Susan Feniger's Tatsutage Fried Chicken with Spicy Yuzu Mayonnaise Recipe
- In a large mixing bowl combine the soy sauce, mirin, garlic, ginger, rice wine vinegar, and honey. Stir well and set aside.
- Cover all of the chicken pieces with the marinade and marinate for 2 1/2 hours.
- Preheat oven to 350°F.
- Remove the chicken from the marinade and place it skin side up on a greased cookie sheet.
- Bake in the oven for 30 minutes. Remove from pan and set aside to cool.
- Meanwhile make your batter.
- In a medium mixing bowl, whisk together the rice flour, 3/4 cup all-purpose flour, salt, and furikake.
- Slowly whisk in the soda water until you have created a light and smooth batter.

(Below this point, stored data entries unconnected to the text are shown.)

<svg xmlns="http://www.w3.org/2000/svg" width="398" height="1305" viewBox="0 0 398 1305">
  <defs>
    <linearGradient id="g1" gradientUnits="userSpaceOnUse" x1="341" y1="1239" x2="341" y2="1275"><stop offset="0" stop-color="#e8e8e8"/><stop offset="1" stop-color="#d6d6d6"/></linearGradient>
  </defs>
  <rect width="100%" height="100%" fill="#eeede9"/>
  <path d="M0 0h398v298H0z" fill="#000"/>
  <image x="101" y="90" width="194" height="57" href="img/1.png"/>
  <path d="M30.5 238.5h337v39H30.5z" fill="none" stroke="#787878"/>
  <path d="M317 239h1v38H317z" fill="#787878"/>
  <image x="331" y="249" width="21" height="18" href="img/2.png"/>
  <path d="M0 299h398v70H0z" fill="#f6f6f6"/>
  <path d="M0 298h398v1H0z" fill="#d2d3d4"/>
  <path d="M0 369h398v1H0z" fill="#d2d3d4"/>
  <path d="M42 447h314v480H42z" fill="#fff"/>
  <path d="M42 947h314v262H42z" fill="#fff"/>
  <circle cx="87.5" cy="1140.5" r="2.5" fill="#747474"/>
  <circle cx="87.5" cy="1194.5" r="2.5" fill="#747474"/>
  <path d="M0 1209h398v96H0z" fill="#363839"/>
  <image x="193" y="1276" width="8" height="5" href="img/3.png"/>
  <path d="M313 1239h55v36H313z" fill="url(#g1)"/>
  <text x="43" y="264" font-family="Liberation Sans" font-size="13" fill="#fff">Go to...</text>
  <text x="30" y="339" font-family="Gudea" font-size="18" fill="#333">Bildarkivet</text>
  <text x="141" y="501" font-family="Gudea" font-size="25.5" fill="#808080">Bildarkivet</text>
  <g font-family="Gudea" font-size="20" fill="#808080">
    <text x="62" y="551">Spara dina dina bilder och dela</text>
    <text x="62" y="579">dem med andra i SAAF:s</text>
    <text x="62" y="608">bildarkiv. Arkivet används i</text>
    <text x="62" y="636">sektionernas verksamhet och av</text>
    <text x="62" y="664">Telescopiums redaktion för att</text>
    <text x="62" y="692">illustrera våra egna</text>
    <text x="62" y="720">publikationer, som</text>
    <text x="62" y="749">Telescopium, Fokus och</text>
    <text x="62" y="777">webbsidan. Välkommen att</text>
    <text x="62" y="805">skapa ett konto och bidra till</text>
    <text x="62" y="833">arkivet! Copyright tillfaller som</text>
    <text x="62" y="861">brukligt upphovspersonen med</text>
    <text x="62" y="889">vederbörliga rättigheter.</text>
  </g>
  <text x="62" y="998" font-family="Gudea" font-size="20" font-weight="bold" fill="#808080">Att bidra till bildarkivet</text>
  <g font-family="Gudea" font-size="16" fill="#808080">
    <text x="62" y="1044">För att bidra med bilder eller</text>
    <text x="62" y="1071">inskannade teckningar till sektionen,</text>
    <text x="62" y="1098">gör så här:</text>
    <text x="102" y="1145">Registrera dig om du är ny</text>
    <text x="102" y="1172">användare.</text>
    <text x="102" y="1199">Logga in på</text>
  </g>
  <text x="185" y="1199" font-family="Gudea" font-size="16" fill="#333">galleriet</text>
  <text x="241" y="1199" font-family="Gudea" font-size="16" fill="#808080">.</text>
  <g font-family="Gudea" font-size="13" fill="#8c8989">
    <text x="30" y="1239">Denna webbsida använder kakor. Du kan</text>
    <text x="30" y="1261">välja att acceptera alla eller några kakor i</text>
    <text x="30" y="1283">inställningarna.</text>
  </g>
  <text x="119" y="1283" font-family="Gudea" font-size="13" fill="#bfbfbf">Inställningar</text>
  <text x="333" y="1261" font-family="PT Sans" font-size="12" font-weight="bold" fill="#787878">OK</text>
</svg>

- Prepare a pot for frying. A high sided, thick-bottomed pot with 5 to 6-inch sides works best. Fill the pot with vegetable oil so that the oil reaches halfway up the sides. Remember, the oil will expand and rise as it heats.
- Heat the oil on medium heat for approximately 4 to 5 minutes, or until a drop of batter floats immediately.
- Place some all-purpose flour in a shallow bowl. Coat each piece of chicken in the flour and tap off any excess.
- Dip the floured chicken in the batter and fry for 2 to 3 minutes, or until golden brown. You may need to do this a few pieces at a time, depending on the size of your pot. Remember, the chicken is already cooked, you are simply frying to create a crispy shell.
- Remove the chicken from the oil and drain on paper towels.
- Serve immediately with Spicy Yuzu Mayonnaise.
For Spicy Yuzy Mayonaise:
- Place all of the ingredients in a small mixing bowl and whisk together well until evenly incorporated.
NOTE: The Japanese mayonnaise and yuzu juice add an element to this simple sauce that makes it exceptionally delicious. However, if those items cannot be found, you may use regular store bought mayonnaise, lemon juice, salt and any fresh chile, chopped or pureed in a blender, to create a similar result. Yuzu is a sour Japanese citrus fruit which is about the size of a tangerine and has an aroma and flavor that is distinct from any other citrus fruit, somewhat akin to a cross between grapefruit and lime.